Catalase is an enzyme that has evolved to protect us from molecules containing reactive oxygen such as hydrogen peroxide. It binds hydrogen peroxide (a substrate) to its active site, and converts it to water and molecular oxygen (O2). O2 is a gas that forms the bubbles students see when they do the catalase lab in their biology class.
Catalase is a 497 amino acid long protein that folds up into a complex 3D structure composed of alpha helices and beta sheets, connected by loops of protein structure.
Catalase uses an iron atom (Fe) to create the chemistry that cleaves hydrogen peroxide into water and O2. This iron atom is the central atom of an enzyme cofactor known as a heme group.
This heme group is buried deep in the center of the catalase enzyme. Why might a change in pH effect the activity of catalase?
Perhaps it has something to do with the amino acid sidechains of the catalase protein that are either negatively charged acidic amino acids or positively charged basic amino acids.
Explore the Jmol image to the right. Can you find examples of electrostatic interactions between acidic and basic amino acid sidechains? Can you find an example of an electrostatic interaction that stabilizes the heme group in the center of the protein?

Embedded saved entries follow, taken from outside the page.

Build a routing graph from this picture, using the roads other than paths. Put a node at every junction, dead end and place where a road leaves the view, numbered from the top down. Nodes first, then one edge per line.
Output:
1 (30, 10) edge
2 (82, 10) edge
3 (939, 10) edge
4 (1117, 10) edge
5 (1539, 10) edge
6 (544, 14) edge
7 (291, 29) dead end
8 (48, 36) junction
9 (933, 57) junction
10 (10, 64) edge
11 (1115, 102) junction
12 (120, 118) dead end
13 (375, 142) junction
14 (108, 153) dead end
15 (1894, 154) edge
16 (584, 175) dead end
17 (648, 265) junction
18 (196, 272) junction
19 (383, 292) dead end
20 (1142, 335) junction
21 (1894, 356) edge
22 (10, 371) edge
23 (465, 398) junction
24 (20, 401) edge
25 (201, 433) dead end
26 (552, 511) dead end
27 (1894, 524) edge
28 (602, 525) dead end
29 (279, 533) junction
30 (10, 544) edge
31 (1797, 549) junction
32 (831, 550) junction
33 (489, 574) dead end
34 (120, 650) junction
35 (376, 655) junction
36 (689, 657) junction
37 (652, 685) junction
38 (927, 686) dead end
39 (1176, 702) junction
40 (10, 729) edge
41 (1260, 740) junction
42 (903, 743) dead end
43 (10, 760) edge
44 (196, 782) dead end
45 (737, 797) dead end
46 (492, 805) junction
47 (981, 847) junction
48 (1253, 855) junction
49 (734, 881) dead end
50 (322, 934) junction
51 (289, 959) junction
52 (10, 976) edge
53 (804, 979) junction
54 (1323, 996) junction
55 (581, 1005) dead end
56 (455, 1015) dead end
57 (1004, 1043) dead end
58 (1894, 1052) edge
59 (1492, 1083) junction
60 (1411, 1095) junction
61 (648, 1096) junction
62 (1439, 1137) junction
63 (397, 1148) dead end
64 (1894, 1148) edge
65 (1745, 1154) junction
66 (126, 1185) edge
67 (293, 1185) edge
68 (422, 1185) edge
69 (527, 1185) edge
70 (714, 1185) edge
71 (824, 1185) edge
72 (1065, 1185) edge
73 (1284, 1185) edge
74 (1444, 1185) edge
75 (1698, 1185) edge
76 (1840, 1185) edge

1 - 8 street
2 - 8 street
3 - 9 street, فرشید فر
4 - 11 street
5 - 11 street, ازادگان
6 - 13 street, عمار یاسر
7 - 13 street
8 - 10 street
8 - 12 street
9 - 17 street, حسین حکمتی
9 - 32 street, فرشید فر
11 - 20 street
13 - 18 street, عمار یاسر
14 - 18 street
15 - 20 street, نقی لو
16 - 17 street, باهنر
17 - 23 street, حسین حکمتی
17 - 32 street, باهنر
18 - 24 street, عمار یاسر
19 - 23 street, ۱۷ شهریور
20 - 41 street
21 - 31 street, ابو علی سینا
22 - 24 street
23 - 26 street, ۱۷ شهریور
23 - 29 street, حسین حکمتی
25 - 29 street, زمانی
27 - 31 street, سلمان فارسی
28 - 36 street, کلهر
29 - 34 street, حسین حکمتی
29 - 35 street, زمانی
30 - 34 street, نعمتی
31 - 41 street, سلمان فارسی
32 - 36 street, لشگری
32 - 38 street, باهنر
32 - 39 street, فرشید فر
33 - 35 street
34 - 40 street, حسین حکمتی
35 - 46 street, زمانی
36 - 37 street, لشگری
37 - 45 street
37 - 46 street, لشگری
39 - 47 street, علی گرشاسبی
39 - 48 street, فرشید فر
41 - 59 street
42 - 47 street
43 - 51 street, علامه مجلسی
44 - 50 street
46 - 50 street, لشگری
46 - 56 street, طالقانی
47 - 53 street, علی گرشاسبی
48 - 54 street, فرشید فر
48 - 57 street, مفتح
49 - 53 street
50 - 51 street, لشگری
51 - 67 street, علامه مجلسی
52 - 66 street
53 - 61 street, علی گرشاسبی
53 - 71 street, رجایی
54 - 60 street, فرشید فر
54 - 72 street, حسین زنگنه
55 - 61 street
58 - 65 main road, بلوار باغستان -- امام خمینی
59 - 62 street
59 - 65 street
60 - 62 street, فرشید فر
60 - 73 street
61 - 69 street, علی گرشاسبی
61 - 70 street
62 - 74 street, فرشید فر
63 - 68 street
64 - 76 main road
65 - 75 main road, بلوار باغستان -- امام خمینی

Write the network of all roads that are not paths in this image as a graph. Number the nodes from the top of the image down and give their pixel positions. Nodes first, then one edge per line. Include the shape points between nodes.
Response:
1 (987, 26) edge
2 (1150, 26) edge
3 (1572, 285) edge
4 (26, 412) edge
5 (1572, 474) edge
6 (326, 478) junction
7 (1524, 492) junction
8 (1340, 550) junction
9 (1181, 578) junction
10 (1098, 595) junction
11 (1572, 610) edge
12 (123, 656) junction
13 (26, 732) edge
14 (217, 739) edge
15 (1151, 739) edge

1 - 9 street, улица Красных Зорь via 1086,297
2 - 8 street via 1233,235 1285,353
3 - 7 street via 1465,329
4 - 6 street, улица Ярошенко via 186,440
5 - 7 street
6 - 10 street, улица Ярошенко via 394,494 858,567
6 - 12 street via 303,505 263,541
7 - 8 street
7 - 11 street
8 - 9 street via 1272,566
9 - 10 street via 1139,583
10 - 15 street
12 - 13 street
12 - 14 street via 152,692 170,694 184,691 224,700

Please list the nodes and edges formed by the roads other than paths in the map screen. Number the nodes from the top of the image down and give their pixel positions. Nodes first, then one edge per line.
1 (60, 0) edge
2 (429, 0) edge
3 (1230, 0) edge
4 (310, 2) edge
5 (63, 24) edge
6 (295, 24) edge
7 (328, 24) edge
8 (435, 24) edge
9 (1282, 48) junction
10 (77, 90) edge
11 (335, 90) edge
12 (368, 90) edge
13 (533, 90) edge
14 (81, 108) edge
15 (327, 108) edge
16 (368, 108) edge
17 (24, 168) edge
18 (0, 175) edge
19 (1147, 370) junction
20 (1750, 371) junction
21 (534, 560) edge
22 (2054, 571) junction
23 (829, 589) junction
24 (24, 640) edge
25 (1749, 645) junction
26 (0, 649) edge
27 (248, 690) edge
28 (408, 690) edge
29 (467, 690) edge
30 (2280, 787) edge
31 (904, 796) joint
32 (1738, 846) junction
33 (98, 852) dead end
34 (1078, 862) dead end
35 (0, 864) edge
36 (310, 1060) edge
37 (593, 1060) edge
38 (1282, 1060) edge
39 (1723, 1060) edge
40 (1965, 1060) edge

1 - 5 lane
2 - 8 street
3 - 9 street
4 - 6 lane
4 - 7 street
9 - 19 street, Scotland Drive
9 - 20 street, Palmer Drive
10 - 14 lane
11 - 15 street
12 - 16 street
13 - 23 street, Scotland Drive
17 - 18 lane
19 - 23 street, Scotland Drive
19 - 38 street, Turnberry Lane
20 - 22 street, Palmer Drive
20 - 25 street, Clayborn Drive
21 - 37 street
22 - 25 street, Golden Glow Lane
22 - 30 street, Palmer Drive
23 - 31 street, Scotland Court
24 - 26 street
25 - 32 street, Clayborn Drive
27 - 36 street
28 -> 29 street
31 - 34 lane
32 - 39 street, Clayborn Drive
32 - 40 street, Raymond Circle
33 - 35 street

One example of electrostatic interactions between acidic and basic amino acid sidechains is arginine 156 and glutamic acid 105.
One example of electrostatic interactions between basic amino acid sidechains and the positive region of the heme group is arginine 344.
What happens to catalase activity when it is heated? Let's color areas of the catalase structure that are less stable in red, which are prone to denaturation upon heating.
Are you surprised to see that the N-terminal end of the enzyme, highlighted in green, appers to be very stable? Why might this be?
We are currently looking at one chain of the catalase protein. But the full protein is comprised of four identical chains! The n-terminal domain of each chain is buried in the other three chains, making it quite stable.
Let's also explore how the hydrophobic sidechains, highlighted in yellow, are distributed. Use the slider below to view the interior of the catalase structure. What sort of interactions stabilize the heme group in the center of the catalase structure?